From around 1400 to 1600 AD, Renaissance music flourished throughout Europe in a series of unique styles. Rising in popularity alongside humanistic schools of thought, Renaissance musical pieces stepped away from plain homages to God and began to focus on the painful nature of love. Thanks to the rise in the printing press around the same time, it became easy to write music down and distribute it among musicians. Music lovers still celebrate the works of artists like Thomas Tallis, Johannes Ciconia, and Giovanni Gabrieli, and their music often appears on popular Renaissance CDs.

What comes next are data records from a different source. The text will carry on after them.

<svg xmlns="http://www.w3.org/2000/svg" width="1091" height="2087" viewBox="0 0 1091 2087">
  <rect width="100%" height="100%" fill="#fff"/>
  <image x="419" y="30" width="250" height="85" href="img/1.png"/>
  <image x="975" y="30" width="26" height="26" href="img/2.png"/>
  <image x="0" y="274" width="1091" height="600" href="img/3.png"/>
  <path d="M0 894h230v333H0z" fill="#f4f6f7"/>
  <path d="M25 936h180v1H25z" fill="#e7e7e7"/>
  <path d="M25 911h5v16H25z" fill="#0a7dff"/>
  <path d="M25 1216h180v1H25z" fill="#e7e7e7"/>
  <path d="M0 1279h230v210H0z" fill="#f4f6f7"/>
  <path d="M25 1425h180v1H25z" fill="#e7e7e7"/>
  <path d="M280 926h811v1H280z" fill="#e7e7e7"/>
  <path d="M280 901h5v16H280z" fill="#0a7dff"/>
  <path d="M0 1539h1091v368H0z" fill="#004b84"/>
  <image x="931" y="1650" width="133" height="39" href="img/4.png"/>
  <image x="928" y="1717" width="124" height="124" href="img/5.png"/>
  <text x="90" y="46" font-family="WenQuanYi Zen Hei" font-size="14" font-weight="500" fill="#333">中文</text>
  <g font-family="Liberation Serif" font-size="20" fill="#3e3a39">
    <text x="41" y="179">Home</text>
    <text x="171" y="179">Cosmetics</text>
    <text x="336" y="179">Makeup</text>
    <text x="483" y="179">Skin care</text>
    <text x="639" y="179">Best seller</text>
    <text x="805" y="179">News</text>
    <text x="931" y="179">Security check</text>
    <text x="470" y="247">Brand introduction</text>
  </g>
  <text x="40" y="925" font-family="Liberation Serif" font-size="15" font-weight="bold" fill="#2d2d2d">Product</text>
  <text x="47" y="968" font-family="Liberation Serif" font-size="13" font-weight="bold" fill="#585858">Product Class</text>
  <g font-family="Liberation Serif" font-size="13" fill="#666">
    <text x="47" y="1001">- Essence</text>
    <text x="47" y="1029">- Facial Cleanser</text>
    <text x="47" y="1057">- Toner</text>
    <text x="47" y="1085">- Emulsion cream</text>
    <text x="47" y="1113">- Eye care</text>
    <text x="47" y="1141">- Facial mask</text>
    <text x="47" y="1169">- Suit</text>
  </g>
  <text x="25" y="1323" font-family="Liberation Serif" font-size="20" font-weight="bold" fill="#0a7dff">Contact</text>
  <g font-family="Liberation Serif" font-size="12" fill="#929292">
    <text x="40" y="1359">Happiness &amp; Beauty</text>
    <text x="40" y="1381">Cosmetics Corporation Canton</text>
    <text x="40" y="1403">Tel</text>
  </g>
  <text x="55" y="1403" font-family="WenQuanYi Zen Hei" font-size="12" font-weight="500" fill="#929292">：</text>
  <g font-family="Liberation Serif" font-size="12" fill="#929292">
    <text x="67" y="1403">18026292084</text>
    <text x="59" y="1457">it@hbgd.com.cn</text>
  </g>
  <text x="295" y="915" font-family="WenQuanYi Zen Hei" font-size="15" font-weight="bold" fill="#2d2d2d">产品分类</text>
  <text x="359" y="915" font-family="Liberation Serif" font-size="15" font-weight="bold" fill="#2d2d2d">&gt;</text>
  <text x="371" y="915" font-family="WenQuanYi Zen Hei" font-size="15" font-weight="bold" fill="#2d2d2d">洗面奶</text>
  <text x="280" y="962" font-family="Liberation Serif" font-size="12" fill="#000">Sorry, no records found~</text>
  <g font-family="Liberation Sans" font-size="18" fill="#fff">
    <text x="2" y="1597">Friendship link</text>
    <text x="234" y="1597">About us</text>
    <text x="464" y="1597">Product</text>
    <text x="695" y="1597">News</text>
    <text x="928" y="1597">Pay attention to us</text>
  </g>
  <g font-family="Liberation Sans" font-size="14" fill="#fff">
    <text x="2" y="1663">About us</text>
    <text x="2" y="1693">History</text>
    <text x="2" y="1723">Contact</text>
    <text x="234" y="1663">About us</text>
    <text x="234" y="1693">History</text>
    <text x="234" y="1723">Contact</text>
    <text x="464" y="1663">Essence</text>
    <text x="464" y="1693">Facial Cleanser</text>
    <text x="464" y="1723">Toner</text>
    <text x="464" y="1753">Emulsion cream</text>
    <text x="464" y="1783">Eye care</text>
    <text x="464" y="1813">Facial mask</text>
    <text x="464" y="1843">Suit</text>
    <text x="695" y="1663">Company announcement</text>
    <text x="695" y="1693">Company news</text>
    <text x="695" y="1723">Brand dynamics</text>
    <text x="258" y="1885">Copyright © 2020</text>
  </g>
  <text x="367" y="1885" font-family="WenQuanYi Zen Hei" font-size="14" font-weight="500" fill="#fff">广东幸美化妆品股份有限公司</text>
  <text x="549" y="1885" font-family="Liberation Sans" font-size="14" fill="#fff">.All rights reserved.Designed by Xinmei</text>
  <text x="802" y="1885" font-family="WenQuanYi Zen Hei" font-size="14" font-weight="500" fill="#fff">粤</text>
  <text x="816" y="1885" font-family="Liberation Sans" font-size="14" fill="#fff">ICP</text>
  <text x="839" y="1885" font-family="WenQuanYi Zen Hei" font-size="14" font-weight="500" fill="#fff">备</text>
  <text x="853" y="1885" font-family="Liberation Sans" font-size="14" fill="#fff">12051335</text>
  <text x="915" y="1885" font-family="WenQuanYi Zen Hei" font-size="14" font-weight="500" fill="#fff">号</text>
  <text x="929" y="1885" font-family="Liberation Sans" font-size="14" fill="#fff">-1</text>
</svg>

'Spem in Alium' by Thomas Tallis
As a composer who worked under four notorious Tudor monarchs, Thomas Tallis' music was held in high regard during the 16th century. 'Spem in Alium' is a 40-piece Renaissance motet composed in 1570 while Elizabeth I sat on the throne. Originally billed as a 'Song of fortie partes, made by Mr. Tallys', this heavenly harmony was first sung in Arundel House in London. Although the house no longer stands, Tallis' music lives on. It features alto, soprano, baritone, tenor, and bass parts designed to be sung in Latin while standing in a horseshoe formation. Paying homage to God and love, 'Spem in Alium' gave people a sense of peace during a time of religious strife. It appears in modern works, including 'The Silent Land'. It is also possible to find it on modern compilation CDs, such as BBC Music Magazine CDs.

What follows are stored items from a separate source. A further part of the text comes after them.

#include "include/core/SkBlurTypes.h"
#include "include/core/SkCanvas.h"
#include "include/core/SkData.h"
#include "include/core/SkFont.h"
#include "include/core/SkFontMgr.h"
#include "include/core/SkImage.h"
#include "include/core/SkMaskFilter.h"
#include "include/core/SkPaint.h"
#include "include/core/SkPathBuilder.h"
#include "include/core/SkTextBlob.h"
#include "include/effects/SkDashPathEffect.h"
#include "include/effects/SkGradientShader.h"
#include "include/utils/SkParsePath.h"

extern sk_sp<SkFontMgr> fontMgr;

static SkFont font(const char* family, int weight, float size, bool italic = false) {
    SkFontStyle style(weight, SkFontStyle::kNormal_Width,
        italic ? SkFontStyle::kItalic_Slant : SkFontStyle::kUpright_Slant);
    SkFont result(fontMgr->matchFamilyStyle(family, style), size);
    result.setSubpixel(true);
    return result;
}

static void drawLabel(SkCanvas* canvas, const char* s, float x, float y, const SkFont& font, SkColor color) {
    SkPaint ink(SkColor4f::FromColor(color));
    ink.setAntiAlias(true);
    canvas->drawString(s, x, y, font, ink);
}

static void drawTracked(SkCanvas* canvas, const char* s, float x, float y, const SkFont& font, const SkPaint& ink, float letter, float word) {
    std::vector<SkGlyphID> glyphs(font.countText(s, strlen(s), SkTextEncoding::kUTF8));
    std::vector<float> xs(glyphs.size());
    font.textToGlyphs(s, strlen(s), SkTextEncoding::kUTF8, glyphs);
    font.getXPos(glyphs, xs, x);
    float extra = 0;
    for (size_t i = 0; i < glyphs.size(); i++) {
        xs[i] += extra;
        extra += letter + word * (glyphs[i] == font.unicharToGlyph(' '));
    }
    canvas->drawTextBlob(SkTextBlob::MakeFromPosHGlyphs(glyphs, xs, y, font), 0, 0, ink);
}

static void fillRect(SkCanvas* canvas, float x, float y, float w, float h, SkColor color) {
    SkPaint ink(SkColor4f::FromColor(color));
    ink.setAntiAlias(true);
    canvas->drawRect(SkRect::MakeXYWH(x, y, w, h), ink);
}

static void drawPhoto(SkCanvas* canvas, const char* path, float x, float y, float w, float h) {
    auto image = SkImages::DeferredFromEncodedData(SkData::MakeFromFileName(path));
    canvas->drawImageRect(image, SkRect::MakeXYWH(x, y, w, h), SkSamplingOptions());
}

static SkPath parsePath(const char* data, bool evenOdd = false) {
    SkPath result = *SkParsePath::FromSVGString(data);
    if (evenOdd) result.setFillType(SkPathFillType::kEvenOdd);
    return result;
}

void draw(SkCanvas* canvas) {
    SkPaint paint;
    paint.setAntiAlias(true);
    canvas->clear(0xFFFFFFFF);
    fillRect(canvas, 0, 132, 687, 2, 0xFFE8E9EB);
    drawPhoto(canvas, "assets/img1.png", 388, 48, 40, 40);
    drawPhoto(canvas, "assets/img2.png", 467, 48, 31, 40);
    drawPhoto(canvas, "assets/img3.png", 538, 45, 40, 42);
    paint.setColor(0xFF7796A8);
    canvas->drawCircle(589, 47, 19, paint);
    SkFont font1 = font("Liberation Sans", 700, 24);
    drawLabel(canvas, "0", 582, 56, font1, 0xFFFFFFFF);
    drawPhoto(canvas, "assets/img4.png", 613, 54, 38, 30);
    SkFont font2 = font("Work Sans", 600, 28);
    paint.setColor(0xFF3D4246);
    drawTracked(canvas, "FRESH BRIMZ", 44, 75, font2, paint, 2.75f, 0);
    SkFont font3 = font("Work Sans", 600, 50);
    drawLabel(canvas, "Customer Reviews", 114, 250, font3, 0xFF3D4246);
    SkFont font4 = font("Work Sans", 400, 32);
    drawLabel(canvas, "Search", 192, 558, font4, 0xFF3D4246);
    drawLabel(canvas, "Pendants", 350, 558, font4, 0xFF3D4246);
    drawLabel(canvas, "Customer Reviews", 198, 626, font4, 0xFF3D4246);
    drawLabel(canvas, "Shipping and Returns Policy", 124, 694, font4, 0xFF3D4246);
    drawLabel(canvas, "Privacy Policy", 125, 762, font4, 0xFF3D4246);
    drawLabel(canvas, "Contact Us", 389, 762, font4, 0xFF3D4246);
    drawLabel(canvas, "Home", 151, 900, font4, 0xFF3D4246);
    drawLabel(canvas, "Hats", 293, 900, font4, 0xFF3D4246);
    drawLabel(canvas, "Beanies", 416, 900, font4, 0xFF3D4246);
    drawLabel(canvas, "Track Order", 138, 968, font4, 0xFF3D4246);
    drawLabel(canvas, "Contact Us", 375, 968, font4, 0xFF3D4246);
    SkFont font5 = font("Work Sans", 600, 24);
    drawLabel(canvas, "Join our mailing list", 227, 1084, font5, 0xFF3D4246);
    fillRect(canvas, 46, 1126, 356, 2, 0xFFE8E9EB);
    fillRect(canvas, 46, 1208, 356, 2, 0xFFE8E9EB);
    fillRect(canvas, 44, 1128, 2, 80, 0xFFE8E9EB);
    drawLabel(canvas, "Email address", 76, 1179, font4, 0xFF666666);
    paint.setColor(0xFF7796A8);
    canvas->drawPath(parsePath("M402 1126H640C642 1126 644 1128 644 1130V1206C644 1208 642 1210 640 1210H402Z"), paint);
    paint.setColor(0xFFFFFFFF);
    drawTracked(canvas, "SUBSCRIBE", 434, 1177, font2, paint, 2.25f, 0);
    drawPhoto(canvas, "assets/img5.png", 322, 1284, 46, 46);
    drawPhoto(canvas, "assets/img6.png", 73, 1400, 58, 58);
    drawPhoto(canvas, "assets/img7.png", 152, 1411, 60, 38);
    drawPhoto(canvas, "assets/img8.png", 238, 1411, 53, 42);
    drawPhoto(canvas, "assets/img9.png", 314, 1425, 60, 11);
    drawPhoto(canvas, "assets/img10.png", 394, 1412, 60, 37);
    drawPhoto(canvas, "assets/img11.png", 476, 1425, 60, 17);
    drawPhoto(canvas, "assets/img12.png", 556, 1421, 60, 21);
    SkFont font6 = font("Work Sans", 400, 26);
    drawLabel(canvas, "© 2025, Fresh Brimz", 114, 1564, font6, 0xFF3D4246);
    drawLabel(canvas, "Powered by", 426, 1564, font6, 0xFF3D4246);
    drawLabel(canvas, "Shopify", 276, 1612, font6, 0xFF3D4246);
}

'O Rosa Bella' by Johannes Ciconia
Written around 1400 by a Franco-Flemish composer named Johannes Ciconia, 'O Rosa Bella' is one of the earliest tragic Renaissance pieces the world still enjoys today. Originating from the medieval portion of the Renaissance era, it tells the story of love's pain and heartbreak. At the time, musicians would have played it using a lute that was accompanied by two male vocalists in later years. A popular piece on many classical music CDs, it was produced by the Royal College of Music in its original form.
'Sacre Symphoniae' by Giovanni Gabrieli
As one of the most celebrated Venetian composers, Giovanni Gabrieli created 'Sacre Symphoniae' with an impressive 45 parts. Like many later Renaissance pieces, it contained significantly more instruments than those hailing from the medieval period. 'Sacre Symphoniae' featured tenor trombones, cornets, a tenor violin, and a series of solo voices. As a composer, Gabrieli preferred to emphasise solo voices and sacred music, which made him stand out from his Venetian contemporaries. When played in a church, Gabrieli's work would resonate throughout the building with perfect acoustic qualities. Much of this was due to his careful positioning of artists and instruments. Gabrieli and his 'Sacre Symphoniae' still stand as majestic examples of Renaissance Italian music.